Páscoa 2026: chocolate mais caro pesa no bolso do consumidor

Preços acumularam alta de 24,77% em um ano / Foto: Marcelo Camargo/Agência Brasil

A celebração da Páscoa ocorre no dia 5 de abril, e o mercado já indica uma tendência de aumento nos preços do chocolate e dos bombons. Segundo o Índice Nacional de Preços ao Consumidor Amplo (IPCA), indicador calculado pelo Instituto Brasileiro de Geografia e Estatística (IBGE), os valores do chocolate em barra e do bombom acumularam alta de 24,77% nos 12 meses encerrados em janeiro.

Em Belo Horizonte, um levantamento do site de pesquisa Mercado Mineiro em dez redes de supermercados aponta que os ovos de Páscoa estão até 35,8% mais caros. O aumento mais expressivo foi registrado no ovo Trakinas 190g, que saiu de R$ 59,62 em 2025, para R$ 80,99 em 2026. Entre os estabelecimentos, a maior variação de preço foi observada no Laka e Diamante Negro 494g, encontrado entre R$ 94,99 e R$ 124,19, diferença de 30,74%. Já o item mais barato foi o Lacta ao Leite 157g, com um valor médio de R$ 53,19, alta de 11,86% em comparação com 2025.

O economista e professor dos cursos de Gestão e Negócios do UniBH, Fernando Sette Júnior, explica que o doce vem sofrendo uma pressão muito acima do padrão de inflação percebido pelo consumidor médio. “Como chocolate em barra e bombom são produtos diretamente dependentes de insumos específicos, qualquer encarecimento relevante ao longo da cadeia tende a ser repassado ao preço final”.

“Além disso, como a Páscoa é um período de forte apelo comercial, há uma concentração maior da demanda justamente em um momento no qual os custos já estão elevados. Isso faz com que o consumidor perceba mais intensamente a alta e associa o encarecimento dos produtos a um movimento generalizado de aumento no setor de chocolates”, salienta.

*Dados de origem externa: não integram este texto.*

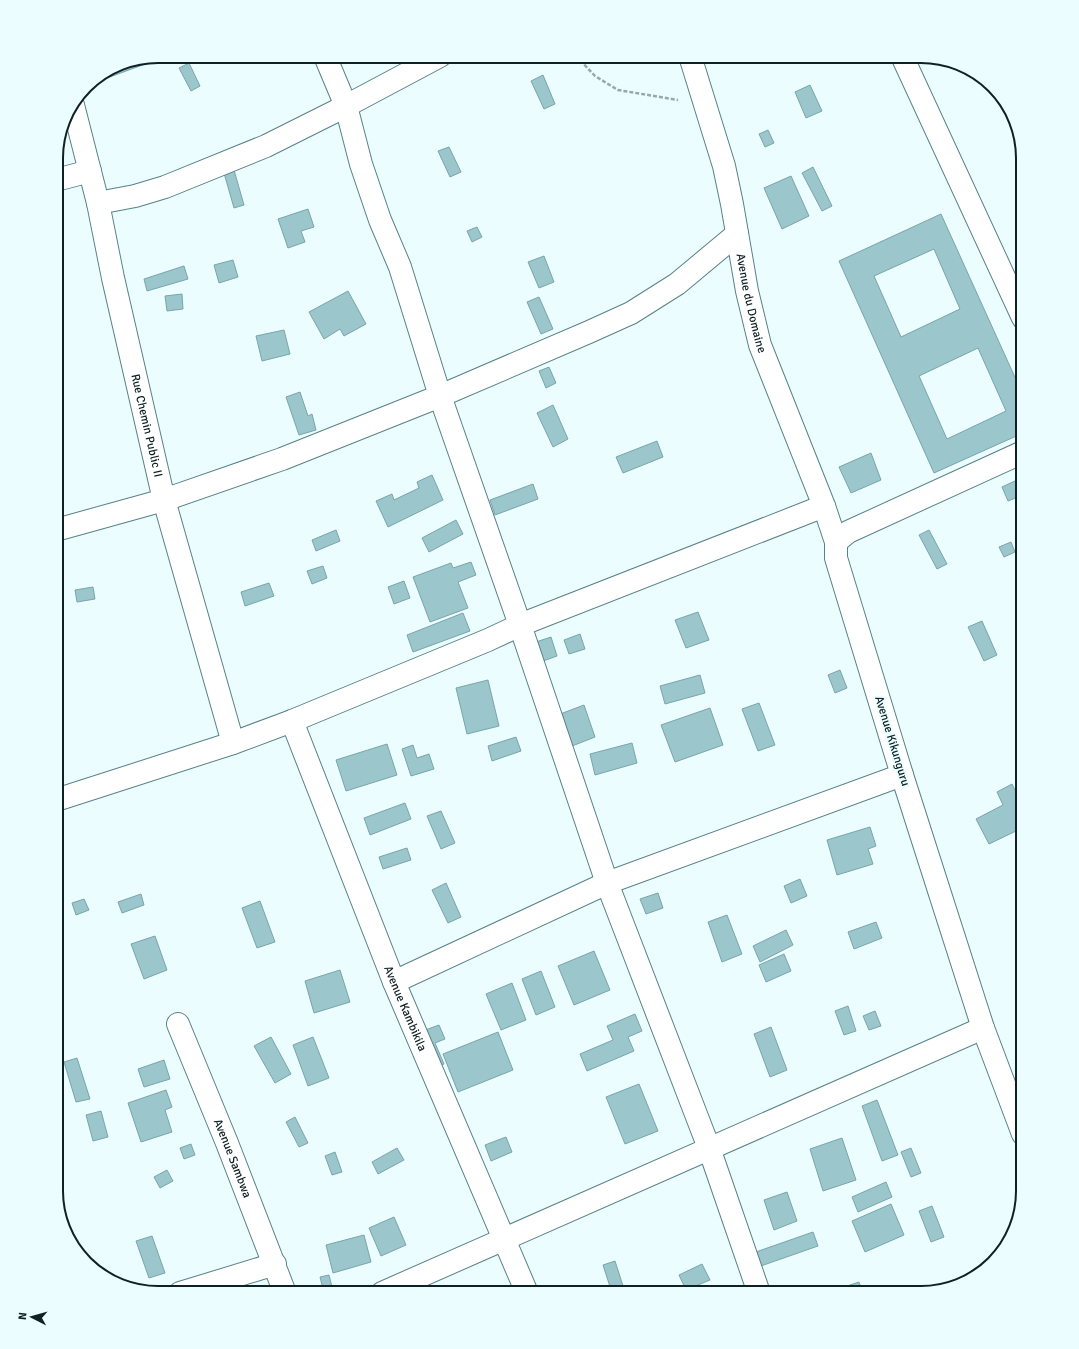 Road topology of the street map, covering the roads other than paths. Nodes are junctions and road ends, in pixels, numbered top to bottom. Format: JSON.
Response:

Para Júnior, os valores dos ovos em Belo Horizonte tendem a mexer com as projeções do varejo mineiro no primeiro semestre. “Porque a Páscoa é uma data relevante para o comércio. Preços maiores podem até inflar o faturamento nominal, já que cada unidade vendida gera mais receita em reais”.

No entanto, existe o risco desse faturamento crescer menos do que o esperado, destaca o profissional. “Inclusive, decepcionar em termos reais, caso a alta de preços desestimule as compras. Se o consumidor reduzir a quantidade ou trocar produtos premium por opções mais baratas, o varejo pode ter um resultado nominal aparentemente positivo, porém, com perda de dinamismo real nas vendas. E isso pode levar empresas e supermercados a revisar estoques, campanhas e reforços de equipe. Nesse contexto, a contratação temporária, por exemplo, pode continuar existindo, mas com perfil mais seletivo”.

Empregos

O levantamento da Fecomércio MG indica que a grande maioria das empresas (98,3%) afirmou que não pretende contratar funcionários temporários para o período. Apenas 1,3% dos empresários indicaram que deverão reforçar as equipes, com uma média de cerca de dois trabalhadores adicionais por estabelecimento.

Apesar de não ter uma perspectiva grande de contratação, cerca de 60,6% das empresas afirmaram que o período tem impacto positivo nas vendas. Em relação ao desempenho esperado, 51,2% dos empresários acreditam que o consumo será semelhante ao do ano passado, enquanto 33% projetam crescimento. A pesquisa também aponta a expectativa de gasto dos consumidores, as compras devem se concentrar nas faixas entre R$ 50,01 e R$ 70 (33,3%) e entre R$ 70,01 e R$ 100 (28,4%).

Consumidor

Essa alta acumulada no chocolate tende a deixar o consumidor mais cauteloso. “Como se trata de um aumento muito expressivo em um item diretamente ligado à data, a reação mais provável é a busca por opções de menor valor, redução da quantidade comprada e maior comparação de preços entre marcas e lojas”, afirma o economista.

Ele destaca ainda que o cenário aponta para forte pressão sobre o consumo. “Isso aumenta a chance de o faturamento crescer em valores correntes, mas sem avanço efetivo em volume vendido. A retração real pode ocorrer justamente porque o consumidor continua participando da data, entretanto, compra menos”.

“A Páscoa é um período que pode manter movimento no comércio, porém, com uma menor quantidade de itens por compra, menor diversificação no carrinho e mais substituições por produtos que possuem menor preço. Esse é um ambiente típico em que a receita nominal não traduz necessariamente um desempenho real mais forte”, finaliza.